[Stored items from a collection]
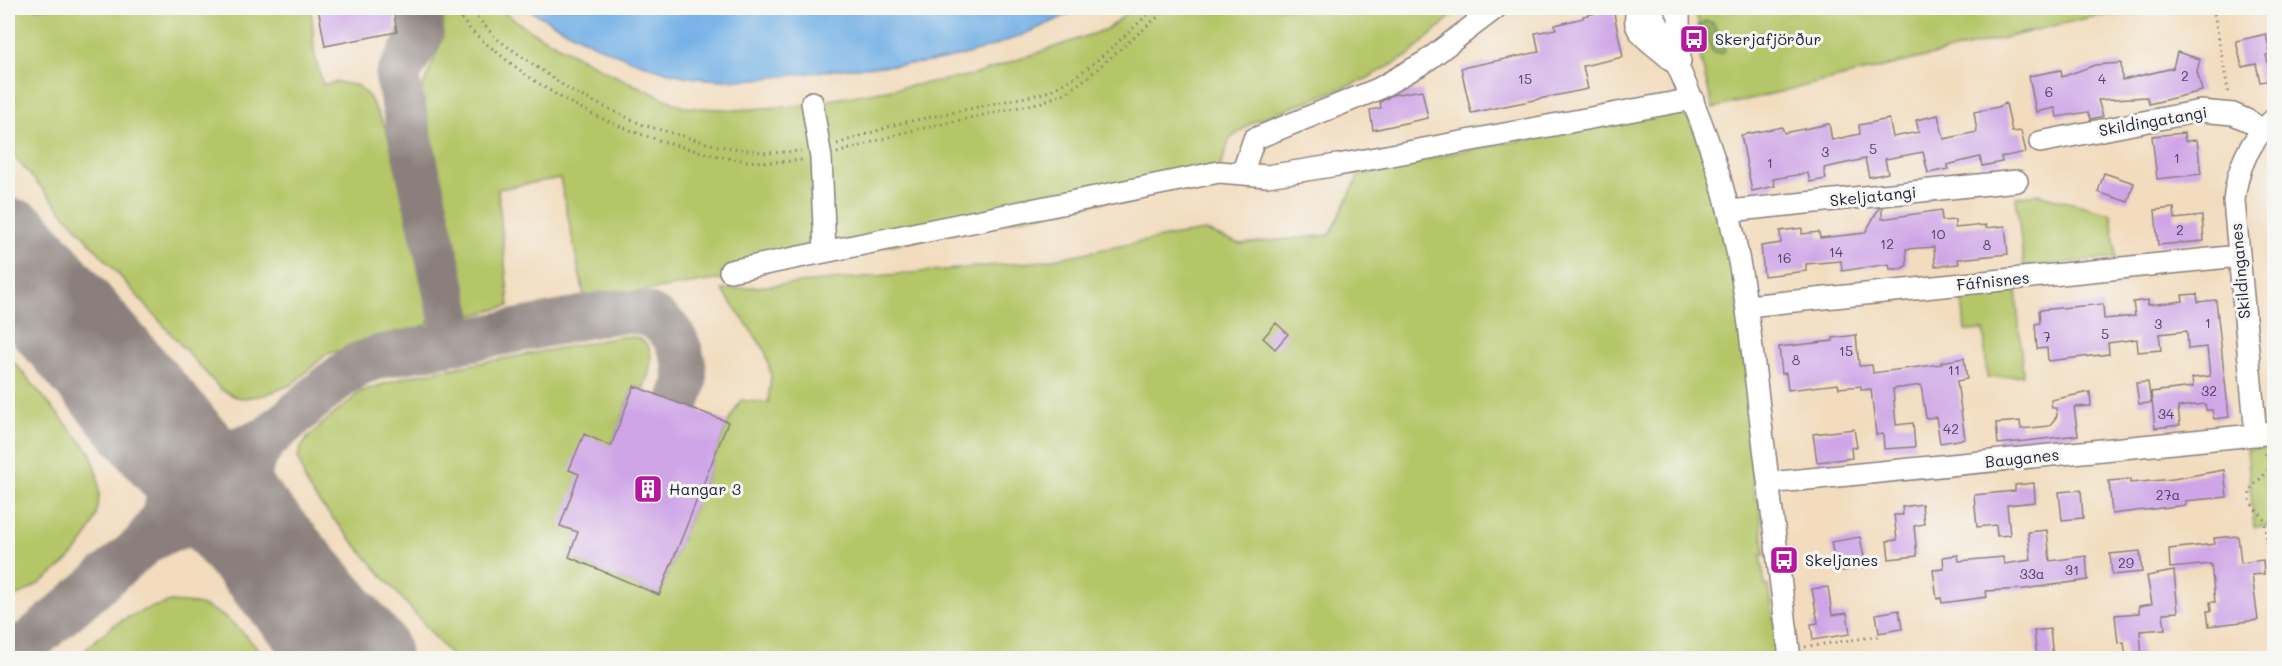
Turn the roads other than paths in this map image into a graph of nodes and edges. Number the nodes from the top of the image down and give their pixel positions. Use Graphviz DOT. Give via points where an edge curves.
graph roads {
  1 [pos="1496,8"];
  2 [pos="1639,8"];
  3 [pos="1650,8"];
  4 [pos="1675,8"];
  5 [pos="1683,76"];
  6 [pos="1693,99"];
  7 [pos="812,102"];
  8 [pos="2268,124"];
  9 [pos="2040,142"];
  10 [pos="1242,174"];
  11 [pos="2017,181"];
  12 [pos="1729,212"];
  13 [pos="825,252"];
  14 [pos="2239,256"];
  15 [pos="730,271"];
  16 [pos="1747,306"];
  17 [pos="2265,434"];
  18 [pos="1769,483"];
  19 [pos="1795,653"];
  1 -- 10 [label="street" via="1425,62 1378,89 1254,139"];
  2 -- 5 [label="street" via="1635,17 1638,31"];
  3 -- 5 [label="street"];
  4 -- 5 [label="street" via="1679,15 1678,49"];
  5 -- 6 [label="street"];
  6 -- 10 [label="street" via="1338,165 1267,176"];
  6 -- 12 [label="street"];
  7 -- 13 [label="street" via="821,158"];
  8 -- 9 [label="street, Skildingatangi" via="2233,114 2200,111"];
  8 -- 14 [label="street, Skildinganes" via="2247,153 2237,178 2234,201"];
  10 -- 13 [label="street" via="1219,172"];
  11 -- 12 [label="street, Skeljatangi"];
  12 -- 16 [label="street"];
  13 -- 15 [label="street"];
  14 -- 16 [label="street, Fáfnisnes"];
  14 -- 17 [label="street, Skildinganes"];
  16 -- 18 [label="street"];
  17 -- 18 [label="street, Bauganes"];
  18 -- 19 [label="street"];
}
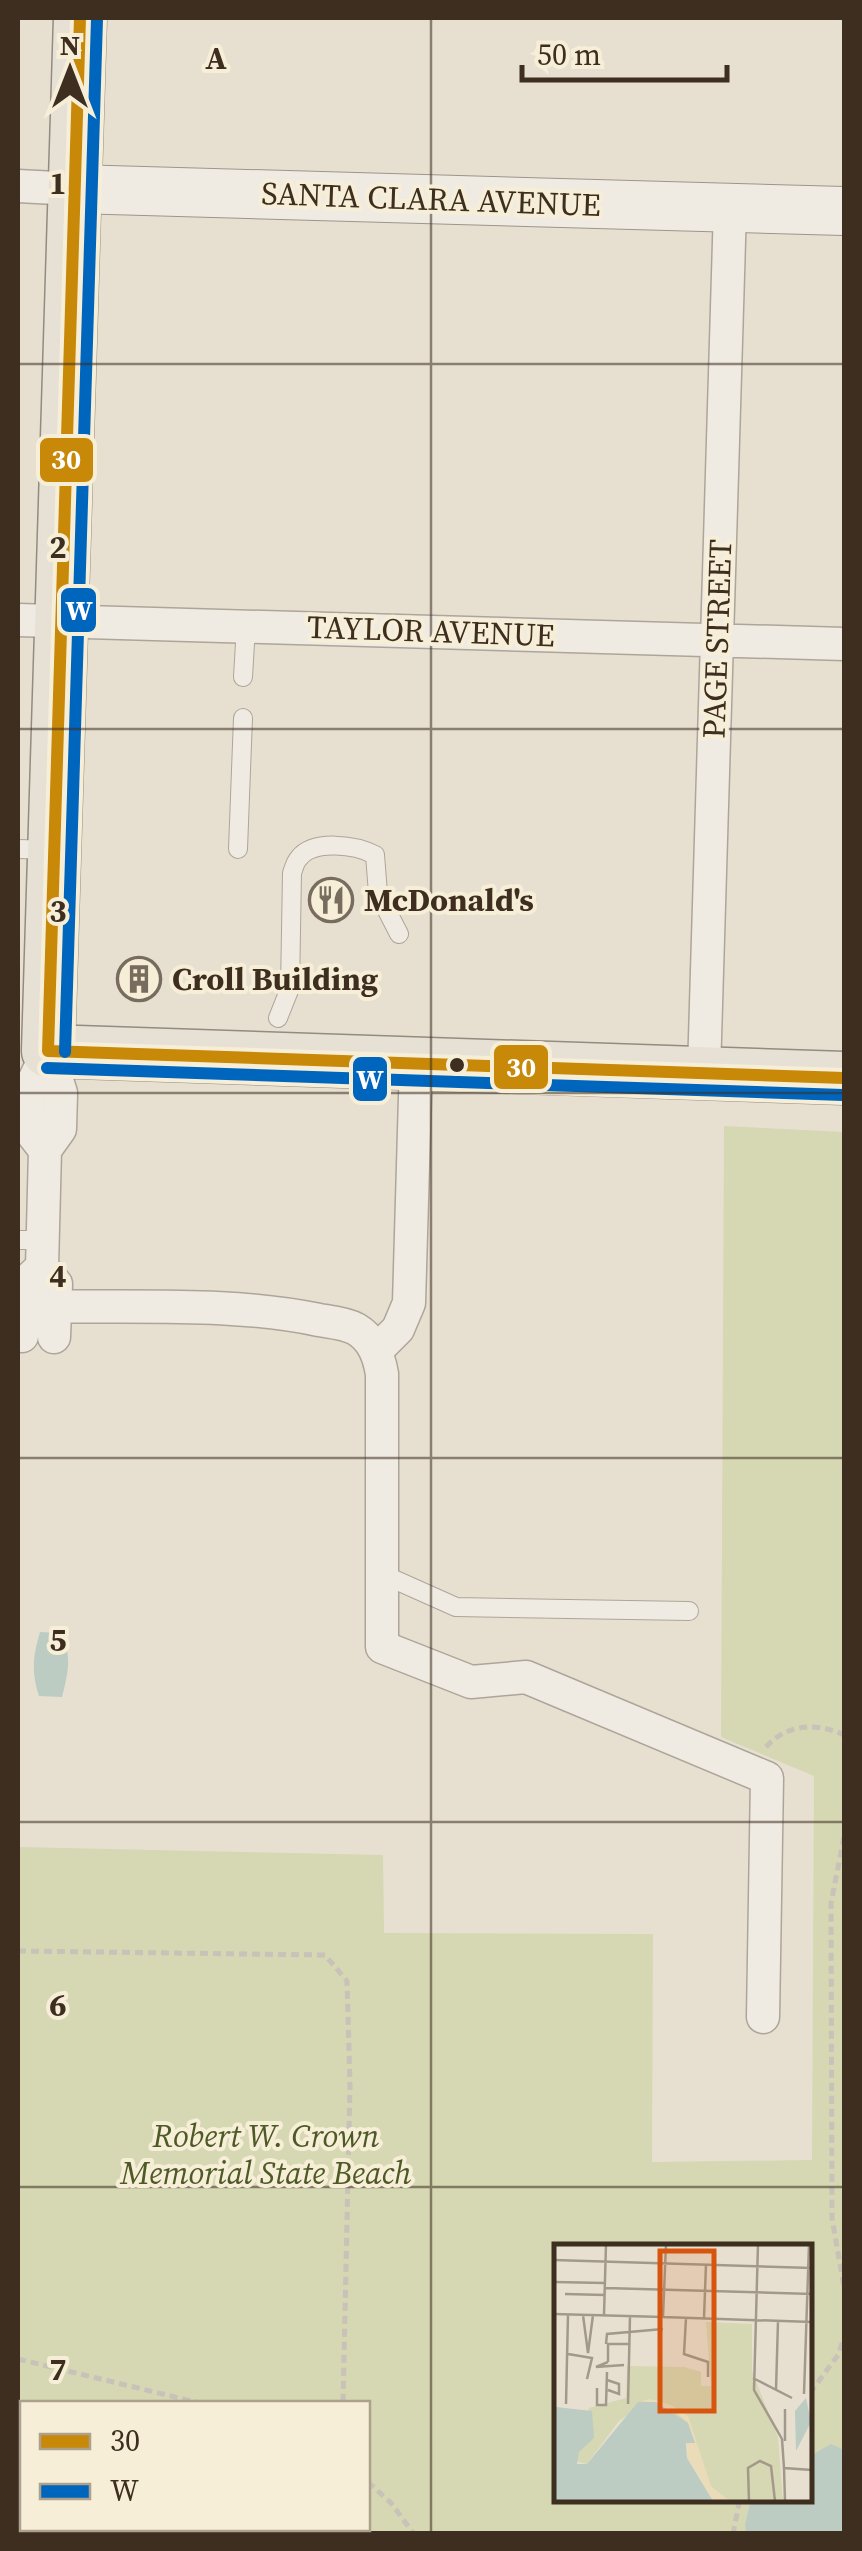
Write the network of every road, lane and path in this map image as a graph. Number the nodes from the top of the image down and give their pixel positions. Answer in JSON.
{"nodes":[{"id":1,"x":80,"y":18,"type":"edge"},
{"id":2,"x":18,"y":186,"type":"edge"},
{"id":3,"x":75,"y":189,"type":"junction"},
{"id":4,"x":730,"y":208,"type":"junction"},
{"id":5,"x":844,"y":211,"type":"edge"},
{"id":6,"x":40,"y":619,"type":"edge"},
{"id":7,"x":246,"y":626,"type":"junction"},
{"id":8,"x":717,"y":640,"type":"junction"},
{"id":9,"x":844,"y":644,"type":"edge"},
{"id":10,"x":244,"y":677,"type":"dead end"},
{"id":11,"x":243,"y":718,"type":"dead end"},
{"id":12,"x":238,"y":849,"type":"dead end"},
{"id":13,"x":35,"y":850,"type":"edge"},
{"id":14,"x":399,"y":934,"type":"dead end"},
{"id":15,"x":278,"y":1018,"type":"dead end"},
{"id":16,"x":33,"y":1050,"type":"edge"},
{"id":17,"x":416,"y":1062,"type":"junction"},
{"id":18,"x":704,"y":1072,"type":"junction"},
{"id":19,"x":844,"y":1078,"type":"edge"},
{"id":20,"x":34,"y":1249,"type":"edge"},
{"id":21,"x":44,"y":1326,"type":"junction"},
{"id":22,"x":376,"y":1351,"type":"junction"},
{"id":23,"x":382,"y":1574,"type":"junction"},
{"id":24,"x":688,"y":1611,"type":"dead end"},
{"id":25,"x":844,"y":1735,"type":"edge"},
{"id":26,"x":753,"y":1772,"type":"junction"},
{"id":27,"x":844,"y":1836,"type":"edge"},
{"id":28,"x":843,"y":1846,"type":"edge"},
{"id":29,"x":18,"y":1951,"type":"edge"},
{"id":30,"x":763,"y":2017,"type":"dead end"},
{"id":31,"x":844,"y":2287,"type":"edge"},
{"id":32,"x":844,"y":2338,"type":"edge"},
{"id":33,"x":18,"y":2359,"type":"edge"},
{"id":34,"x":812,"y":2390,"type":"edge"},
{"id":35,"x":192,"y":2401,"type":"edge"},
{"id":36,"x":344,"y":2401,"type":"edge"},
{"id":37,"x":370,"y":2484,"type":"edge"},
{"id":38,"x":739,"y":2501,"type":"edge"},
{"id":39,"x":414,"y":2534,"type":"edge"},
{"id":40,"x":733,"y":2534,"type":"edge"}],
"edges":[{"from":1,"to":3,"type":"main road"},
{"from":2,"to":3,"type":"street","name":"SANTA CLARA AVENUE"},
{"from":3,"to":4,"type":"street","name":"SANTA CLARA AVENUE"},
{"from":3,"to":6,"type":"main road"},
{"from":4,"to":5,"type":"street","name":"SANTA CLARA AVENUE"},
{"from":4,"to":8,"type":"street","name":"PAGE STREET"},
{"from":6,"to":7,"type":"street","name":"TAYLOR AVENUE"},
{"from":6,"to":13,"type":"main road"},
{"from":7,"to":8,"type":"street","name":"TAYLOR AVENUE"},
{"from":7,"to":10,"type":"lane"},
{"from":8,"to":9,"type":"street","name":"TAYLOR AVENUE"},
{"from":8,"to":18,"type":"street","name":"PAGE STREET"},
{"from":11,"to":12,"type":"lane"},
{"from":13,"to":16,"type":"main road"},
{"from":14,"to":15,"type":"lane"},
{"from":16,"to":17,"type":"main road"},
{"from":16,"to":20,"type":"street"},
{"from":17,"to":18,"type":"main road"},
{"from":17,"to":22,"type":"street"},
{"from":18,"to":19,"type":"main road"},
{"from":20,"to":21,"type":"street"},
{"from":20,"to":21,"type":"street"},
{"from":21,"to":22,"type":"street"},
{"from":22,"to":23,"type":"street"},
{"from":23,"to":24,"type":"lane"},
{"from":23,"to":26,"type":"street"},
{"from":25,"to":26,"type":"path"},
{"from":26,"to":30,"type":"street"},
{"from":27,"to":28,"type":"path"},
{"from":28,"to":31,"type":"path"},
{"from":29,"to":36,"type":"path"},
{"from":32,"to":34,"type":"path"},
{"from":33,"to":35,"type":"path"},
{"from":37,"to":39,"type":"path"},
{"from":38,"to":40,"type":"path"}]}
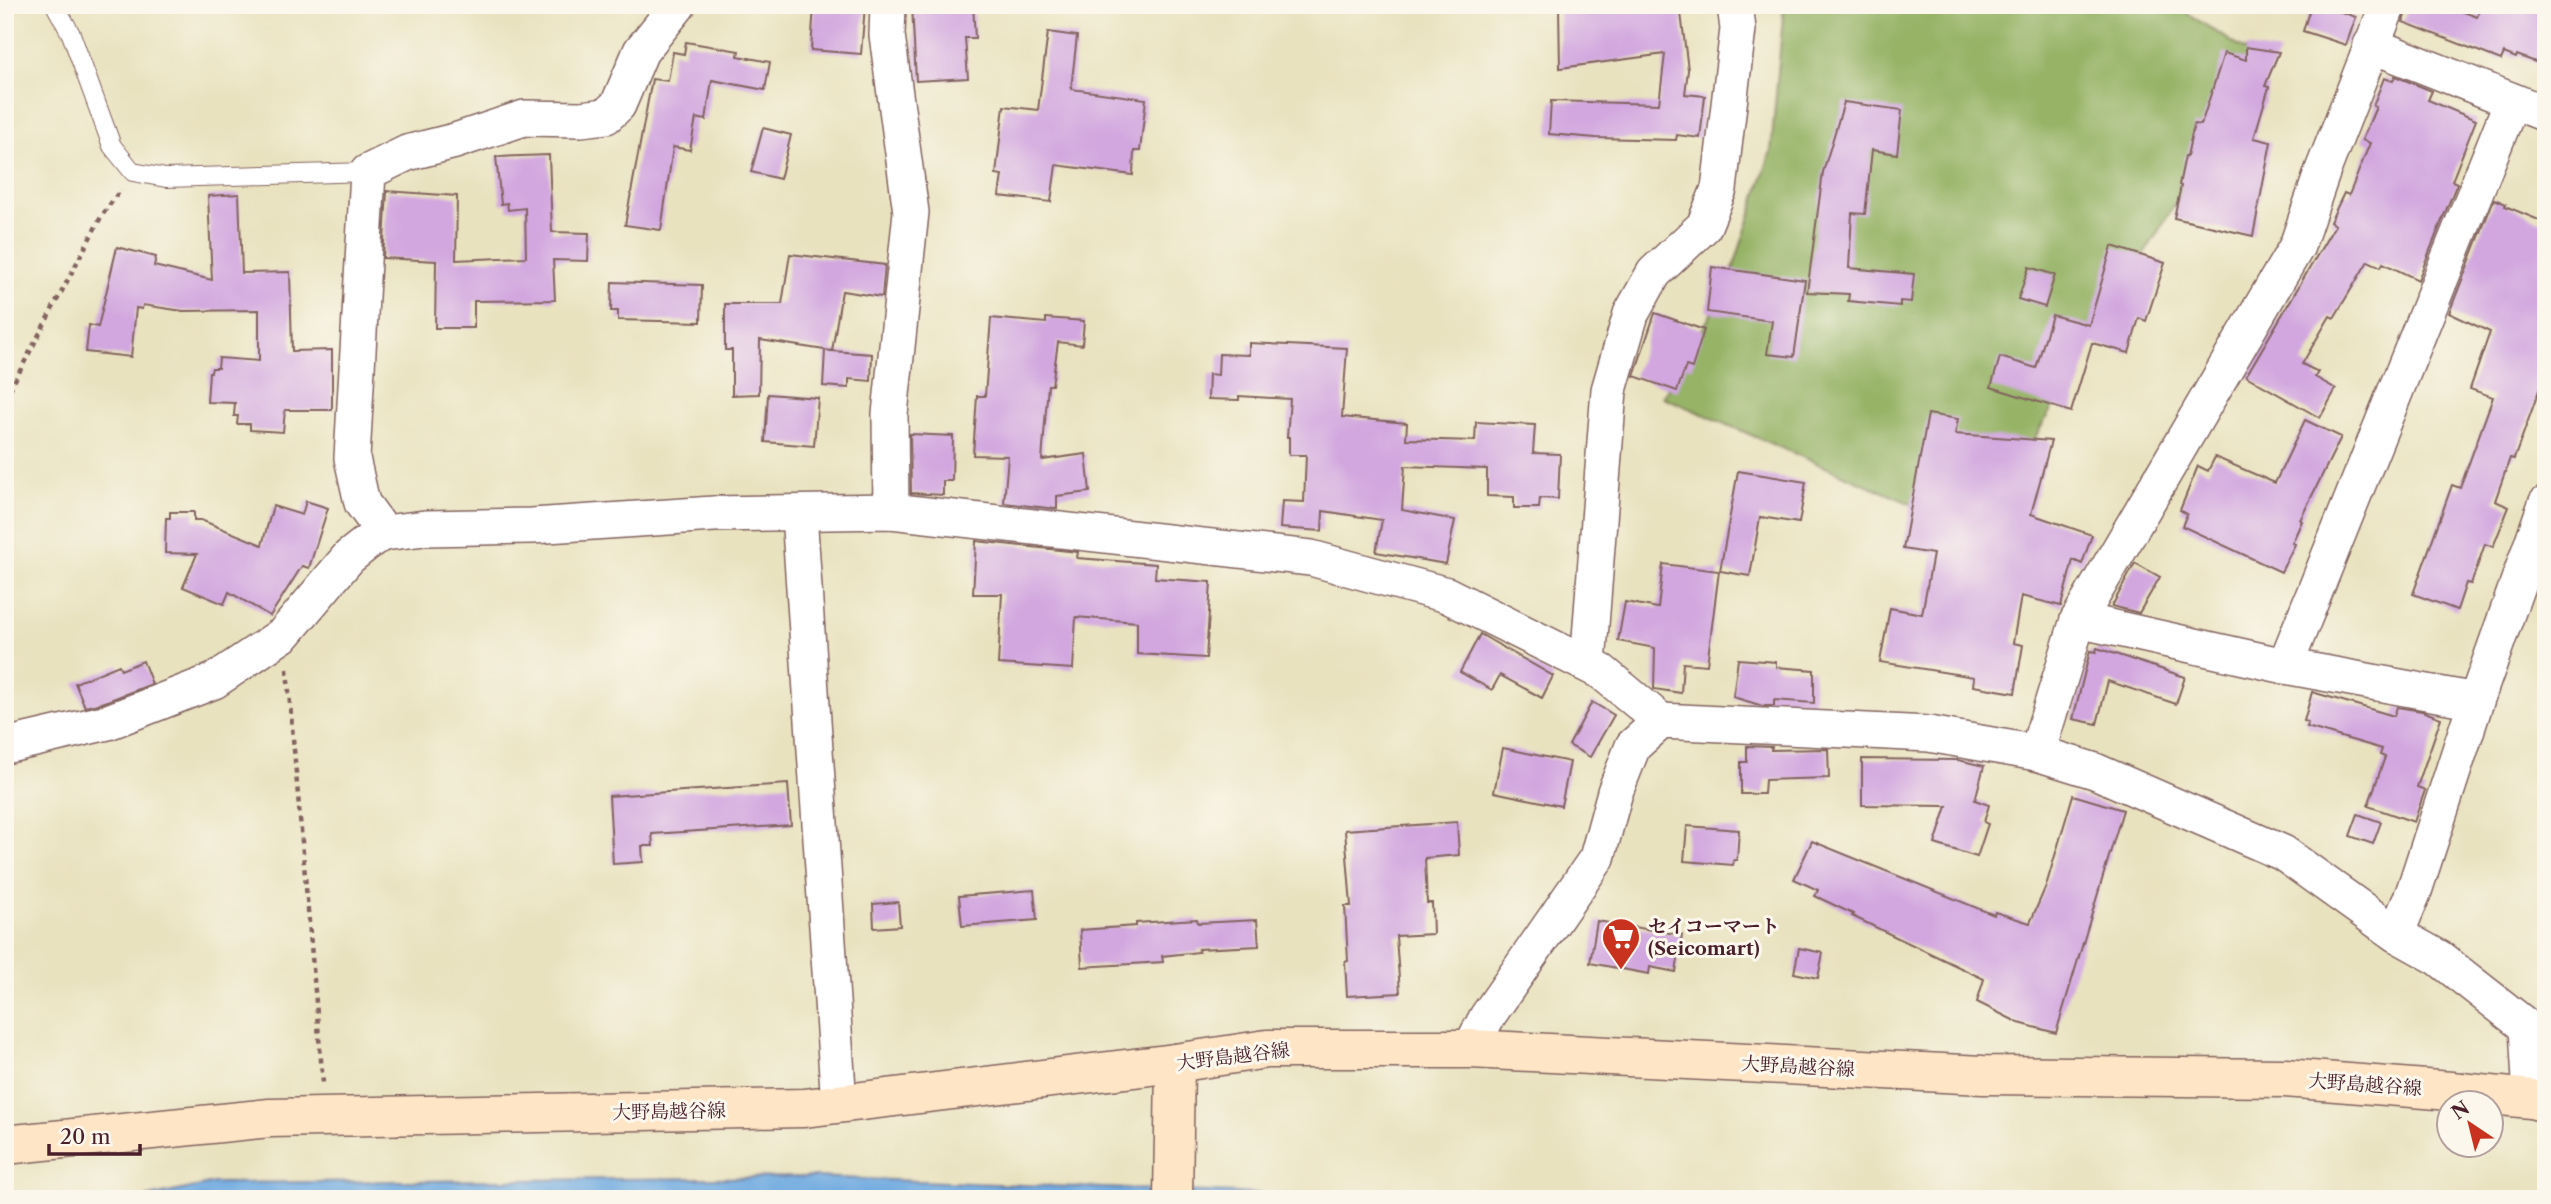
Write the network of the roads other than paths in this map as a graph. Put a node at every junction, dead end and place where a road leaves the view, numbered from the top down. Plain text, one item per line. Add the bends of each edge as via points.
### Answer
1 (55, 5) edge
2 (678, 5) edge
3 (888, 5) edge
4 (1735, 5) edge
5 (2388, 5) edge
6 (2371, 46) junction
7 (2512, 101) junction
8 (2546, 114) edge
9 (368, 172) junction
10 (2546, 504) edge
11 (891, 511) junction
12 (799, 514) junction
13 (384, 533) junction
14 (2078, 620) junction
15 (1588, 664) junction
16 (2285, 666) junction
17 (2476, 701) junction
18 (1661, 721) junction
19 (5, 746) edge
20 (2036, 753) junction
21 (2396, 934) junction
22 (1470, 1049) junction
23 (1175, 1063) junction
24 (2538, 1101) edge
25 (839, 1104) junction
26 (5, 1145) edge
27 (1173, 1199) edge

1 - 9 lane via 71,34 112,146 133,172 166,178
2 - 9 street via 641,51 618,105 606,116 524,118 407,153
3 - 11 street via 887,35 911,212 890,414
4 - 15 street via 1738,29 1719,189 1704,226 1654,273 1631,314 1609,390
5 - 6 street
6 - 7 street
6 - 14 street via 2297,246
7 - 8 street
7 - 16 street
9 - 13 street via 352,458 362,503
10 - 17 street
11 - 12 street
11 - 15 street via 1311,558 1447,594
12 - 13 street via 714,514
12 - 25 street
13 - 19 street via 349,557 284,634 214,681 107,722
14 - 16 street
14 - 20 street
15 - 18 street
16 - 17 street
17 - 21 street
18 - 20 street via 1929,734
18 - 22 street via 1633,746 1597,858 1487,1017
20 - 21 street via 2095,771 2283,853
21 - 24 street via 2439,958 2527,1027
22 - 23 main road, 大野島越谷線 via 1267,1049
22 - 24 main road, 大野島越谷線 via 1983,1075 2285,1078
23 - 25 main road, 大野島越谷線
23 - 27 main road
25 - 26 main road, 大野島越谷線 via 270,1118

§ What the exercise asks: Provide the count of lines in the data above containing "TAYLOR", and nothing further.

§ Result: 3